PeterL1n / BackgroundMattingV2

Real-Time High-Resolution Background Matting
MIT License
6.81k stars 950 forks source link

Inaccurate operations of patch crop and replace #125

Closed Dinghow closed 3 years ago

Dinghow commented 3 years ago

Hi, Thanks for your excellent work. I find there are some wrong or inaccurate implementations in your Refiner. First, in crop_patch() function (line 207~209 in ./model/refiner.py), your code use torch.unfold twice to unfold input feature map to a series of sliding windows tensor. However, in your paper & code implementation, the idx Tuple is acquired from a errom map of [H/4, W/4] resolution, where H, W denote the original resolution.
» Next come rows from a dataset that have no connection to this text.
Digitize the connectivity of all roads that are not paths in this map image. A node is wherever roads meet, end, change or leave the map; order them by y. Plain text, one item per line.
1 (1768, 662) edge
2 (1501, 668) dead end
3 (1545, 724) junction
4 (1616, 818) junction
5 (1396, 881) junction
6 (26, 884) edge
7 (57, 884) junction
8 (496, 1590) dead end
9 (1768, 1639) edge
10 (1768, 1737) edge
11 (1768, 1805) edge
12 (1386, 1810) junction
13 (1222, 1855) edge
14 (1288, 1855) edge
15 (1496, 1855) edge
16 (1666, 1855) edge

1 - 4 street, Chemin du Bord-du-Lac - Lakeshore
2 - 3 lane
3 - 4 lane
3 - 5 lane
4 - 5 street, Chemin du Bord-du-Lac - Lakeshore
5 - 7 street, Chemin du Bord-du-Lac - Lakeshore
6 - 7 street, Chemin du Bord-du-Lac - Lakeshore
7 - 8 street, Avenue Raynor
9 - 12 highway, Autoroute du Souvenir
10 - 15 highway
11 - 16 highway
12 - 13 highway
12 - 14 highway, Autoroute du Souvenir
And the input feature map to be unfolded is at size [H/2, W/2]. To get the same resolution for patch cropping, you set the unfold stride=2 to make a downsample operation. Nevertheless, the result of x.permute(0, 2, 3, 1) .unfold(1, size + 2 * padding, size) .unfold(2, size + 2 * padding, size) is not [B, H/4, W/4, C, patch_size, patch_size], but [B, (H/2-patch_size)/stride + 1, (H/2-patch_size)/stride + 1, C, patch_size, patch_size] (torch.Tensor.unfold), where H/4-3 is not equal to H/4. And the result is not influenced so much since the padding is only 3, but if the padding value is larger, the error is not negligible.

Dinghow commented 3 years ago

I don't notice the padding operation before unfold, it's my mistake.